Jeff Weltman

Orlando Magic
- Position: President of Basketball Operations
- League: NBA

Personal information
- Born: New York City, New York, U.S.

Career information
- College: Oberlin College

= Jeff Weltman =

American Basketball executive

Jeff Weltman is an American basketball executive who is the president of basketball operations for the Orlando Magic of the National Basketball Association (NBA).

In 2020, Weltman received one 1st place vote for NBA Executive of the Year.

== Early life and career ==
Weltman grew up in New York. He was raised by his father, Harry Weltman, and his mother, Arlene. Harry Weltman was a former GM for the now defunct ABA's Spirits of St. Louis in the mid-1970s and for the Cleveland Cavaliers and New Jersey Nets in the mid-1980s. As a teenager, Weltman played pick-up basketball in the South Bronx and Harlem on Saturdays. Weltman played basketball at Oberlin College in Ohio.

At the start of Weltman's career, he was hired by the Clippers as a video coordinator in the late 1990s. Weltman then served as the director of player personnel with the Los Angeles Clippers, director of basketball administration with the Detroit Pistons, assistant GM with the Denver Nuggets and Milwaukee Bucks and EVP of basketball operations and GM with the Toronto Raptors. Before Weltman joined the Raptors, the Raptors were on a five-year playoff-drought.

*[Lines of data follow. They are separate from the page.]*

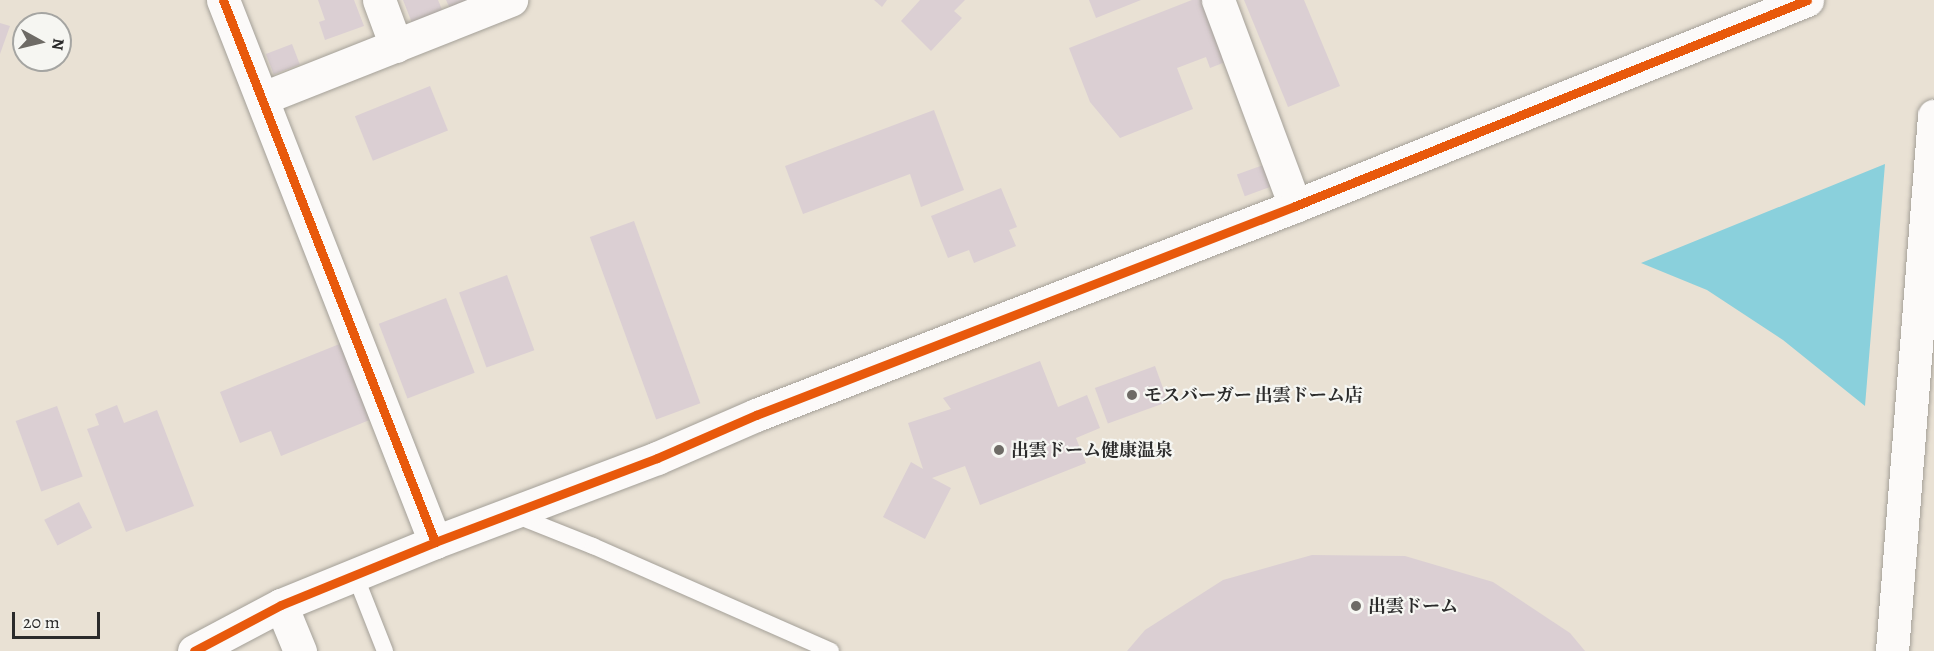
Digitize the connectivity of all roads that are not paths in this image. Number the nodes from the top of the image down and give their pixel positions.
1 (223, 0) edge
2 (379, 0) edge
3 (511, 0) edge
4 (1218, 0) edge
5 (1807, 0) edge
6 (396, 46) junction
7 (263, 98) junction
8 (1934, 116) edge
9 (1295, 206) junction
10 (511, 513) junction
11 (435, 542) junction
12 (355, 575) junction
13 (281, 605) junction
14 (194, 651) edge
15 (300, 651) edge
16 (385, 651) edge
17 (831, 651) edge
18 (1892, 651) edge

1 - 7 street
2 - 6 street
3 - 6 street
4 - 9 street
5 - 9 street
6 - 7 street
7 - 11 street
8 - 18 street
9 - 10 street
10 - 11 street
10 - 17 lane
11 - 12 street
12 - 13 street
12 - 16 lane
13 - 14 street
13 - 15 street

During Weltman's four-year tenure with the Raptors, the team qualified for the postseason every season and won three playoff series. He then was offered the job of President of Basketball Operations for the Orlando Magic. He took the position and moved to Orlando with his wife, Alexis, and his twin daughters, JJ and Lucy.

== Orlando Magic ==
On April 13, 2017, the Magic fired GM Rob Hennigan and assistant GM Scott Perry following a five-year run of not making the playoffs. In the seasons leading up to these events, the organization did not have luck in the NBA draft lottery and decided to make more short-sighted trades with the hope to overcome their postseason losing streak.

On May 22, 2017, the Orlando Magic hired Weltman as their new president of basketball operations, and they announced they would give up their less desirable 2018 second-round NBA draft pick to the Raptors as compensation. Around this time, the Orlando Magic had promising young talent with Aaron Gordon, Elfrid Payton and Nikola Vucevic. In the 2017 NBA draft, the Magic selected Jonathan Isaac with the 6th pick.

In May 2018, Orlando added new coach Steve Clifford on a four-year deal. Weltman said "Steve is widely regarded throughout the NBA community as an elite coach and developer of players at all stages. His teams have always been disciplined and prepared and have embraced the concept of playing for each other.” In the 2018 NBA draft, the Magic selected Mohamed Bamba with the 6th pick, and Melvin Frazier with the 35th pick.

Following the 2018–19 Orlando Magic season, Weltman re-signed Nikola Vucevic, Terrence Ross and Michael Carter-Williams and acquired Al-Farouq Aminu. In the 2019 NBA draft, the Magic selected Chuma Okeke with the 16th pick. In the 2020 NBA draft, the Magic selected Cole Anthony with the 15th pick.

In 2021, Weltman said the group was confident that Markelle Fultz and Jonathan Isaac would fully recover from their injuries but that the current situation was a "toxic brew". Under Weltman's leadership, the Magic moved Nikola Vucevic, Evan Fournier, and Aaron Gordon (who requested a trade) in three separate deals at the 2021 trade deadline, acquiring three future first-round picks, Gary Harris, an expiring contract in Otto Porter, as well as Wendell Carter and R. J. Hampton. With the absence of those veteran players, young talent such as Mohamed Bamba, Chuma Okeke and Dwayne Bacon would be given more minutes to showcase their skills.

Weltman said "Anytime you trade a player like Nikola Vucevic, it is a tough decision to make...Vooch' will go down as one of the best players to ever wear a Magic uniform".